Search code examples
python-3.xpandaspandas-groupbysklearn-pandas

Unstructured data to find a column count


I have unstructured data from my perf logs. I would like to capture the service details from it. I can do delimiter, however I am not able to count or Print the column, since it doesn't have any header.

Kindly help me to figure out this issue.s

import pandas as pd

df = pd.read_csv (r'/Users/Myhome/Documents/Py_Learning/log.csv', sep = '|' , skipinitialspace=True)
#df = pd.read_csv (r'/Users/Myhome/Documents/Py_Learning/log.csv', sep =':|,|[|]', engine='python', header=None) ---> Multi separator is giving error. 


#df.groupby("CLIENT")
SERVICE = df.columns[4]
print (SERVICE) 

How can I find the unique service name in all lines and get the count.
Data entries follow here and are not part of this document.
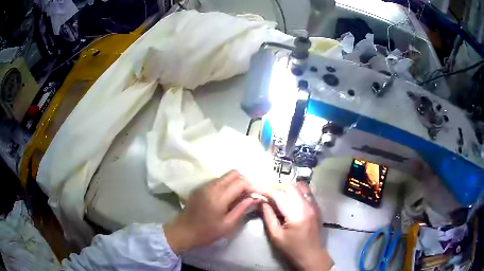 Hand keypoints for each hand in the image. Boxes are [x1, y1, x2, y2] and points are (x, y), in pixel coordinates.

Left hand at [164, 170, 257, 253]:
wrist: (183, 232)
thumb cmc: (206, 232)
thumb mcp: (227, 224)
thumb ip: (241, 209)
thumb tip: (254, 198)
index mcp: (219, 196)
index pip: (240, 182)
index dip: (252, 186)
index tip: (257, 195)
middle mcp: (211, 186)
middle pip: (233, 173)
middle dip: (244, 181)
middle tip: (249, 194)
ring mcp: (204, 186)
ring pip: (225, 176)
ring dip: (235, 182)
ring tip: (239, 196)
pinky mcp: (200, 188)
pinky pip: (217, 181)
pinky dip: (226, 185)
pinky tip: (227, 197)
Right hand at [262, 183, 332, 270]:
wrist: (311, 255)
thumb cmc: (292, 248)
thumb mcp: (276, 236)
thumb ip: (268, 217)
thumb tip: (263, 202)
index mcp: (296, 214)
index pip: (279, 195)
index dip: (267, 191)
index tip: (257, 191)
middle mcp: (307, 205)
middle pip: (290, 187)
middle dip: (276, 188)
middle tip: (267, 195)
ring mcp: (314, 205)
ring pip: (300, 186)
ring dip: (287, 188)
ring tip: (278, 196)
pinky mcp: (316, 207)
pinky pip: (307, 192)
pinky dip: (296, 191)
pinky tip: (290, 199)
I would like to give it as a graph with last week data.

Sample data :

2019-10-22 15:35|Where:CARD|SERVICE:Dell|VERSION:1.0|CLIENT:HDD|OPERATION:boverdue|RESPONSETIME:0034|STATUS:100000:ERR_TRANSACTION_TIMED_OUT|SEVERITY:ERROR|STATUSCODE:SOAP-FAULT|STATUSMESSAGE:NA 2019-10-22 15:35|Where:Digital|SERVICE:Laptop|VERSION:1.0|CLIENT:mouse|OPERATION:connet|RESPONSETIME:3456|STATUS:NO_RECORDS_MATCH_SELECTION_CRITERIA|SEVERITY:INFO|STATUSCODE:1120|STATUSMESSAGE:NA

Solution

  • I do not know exactely how is your dataset, but you can return unique values by using value_counts reference.

    df_unique = (df['SERVICE'].value_counts()
                  .rename_axis('service')
                  .reset_index(name='COUNT'))